Pelicans of St James's Park – London, England - Atlas Obscura

At a scenic duck pond in Central London near Buckingham Palace are some unusual residents — the famous pelicans of St. James Park, living thousands of miles from their usual habitat.

The colony of disturbingly large, but friendly, birds include five Eastern Whites and one South American White. Pelicans were first introduced to the park in 1664,  a generous gift from a Russian Ambassador. In 2013, three of the five Eastern Whites arrived as a gift from the city of Prague, joining the descendants of the original Russian flock.

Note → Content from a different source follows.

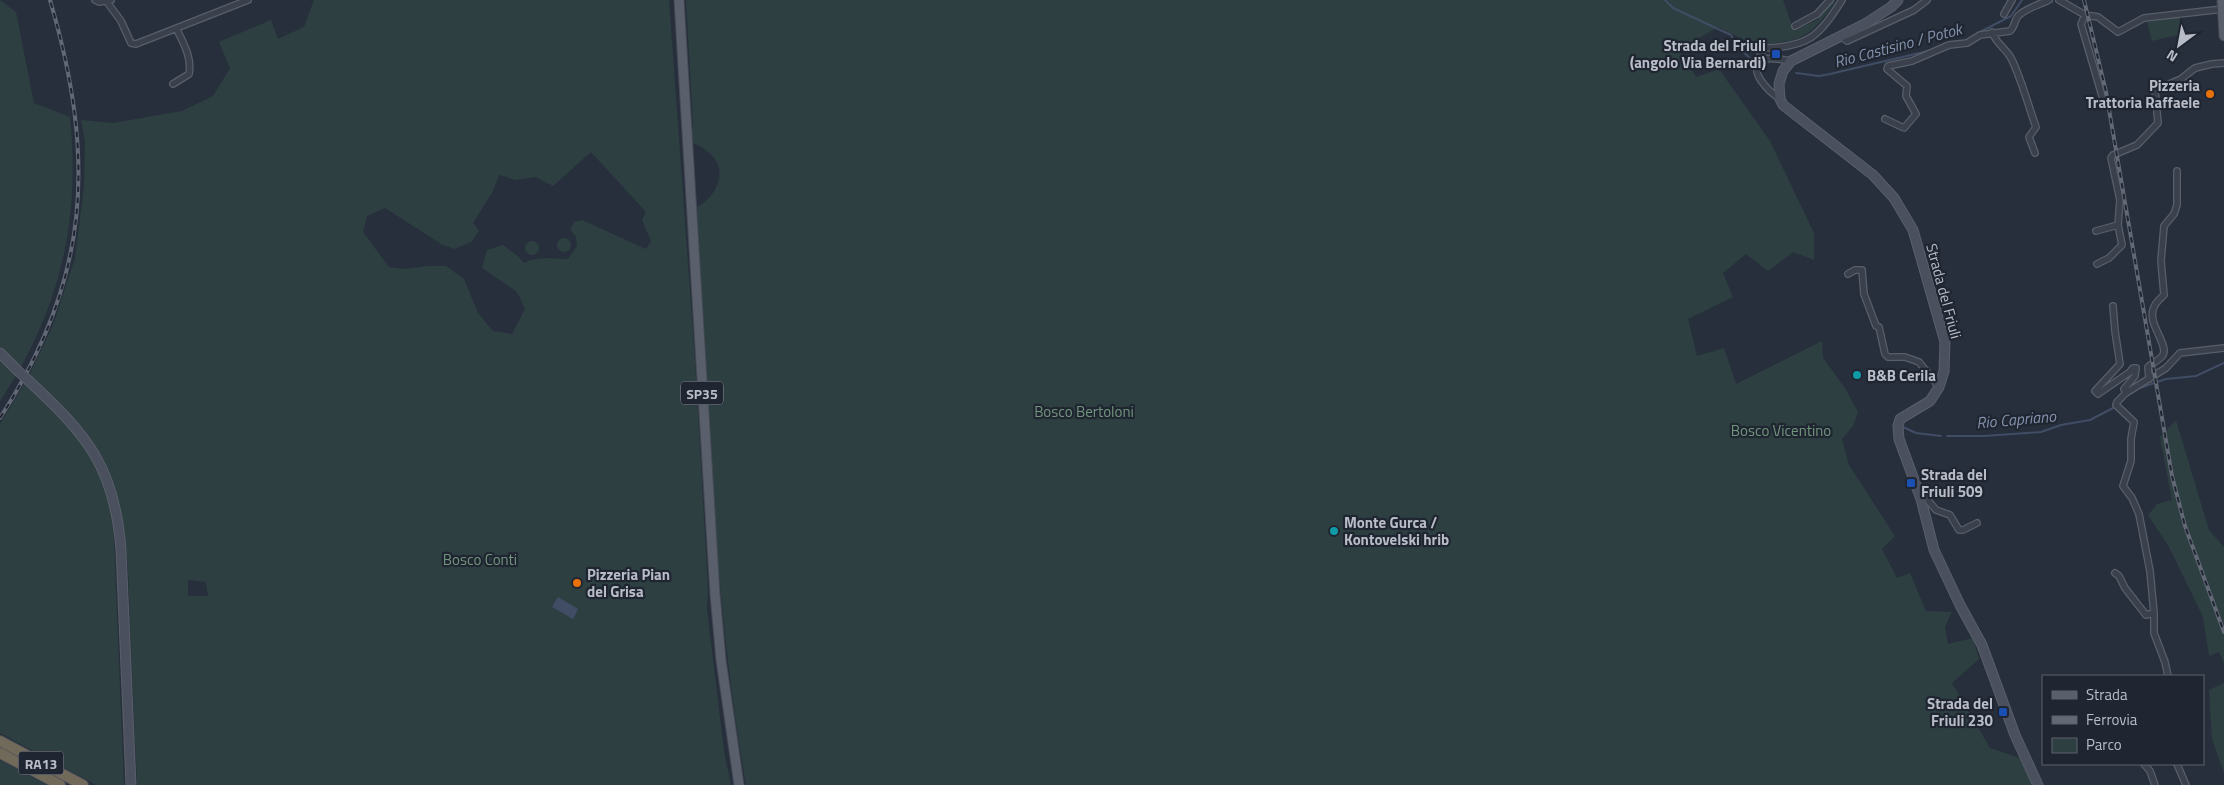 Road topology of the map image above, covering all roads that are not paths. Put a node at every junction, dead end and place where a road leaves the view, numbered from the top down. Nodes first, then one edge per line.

The pelicans can regularly be seen basking on rocks between 2:30 and 3:00 daily, when they are fed fish by the park rangers, when they aren’t sneaking into the London Zoo to pilfer the fish of their less free-range friends. The pelicans are extremely social, and quite used to human companionship — it’s not unusual for them to leave their lake to sit on the benches alongside bemused office workers and tourists.

Know Before You Go

There is a little cottage that sits on an islet, this is referred to as Duck Island. It is located just a few yards east of The Blue Bridge. The Pelicans will gather here because they are aware of their feeding times.

If one would like to get up close and personal with the Pelicans, they can book one of the tours through the park's events page.  

The Park is open from 5 am to midnight all year around.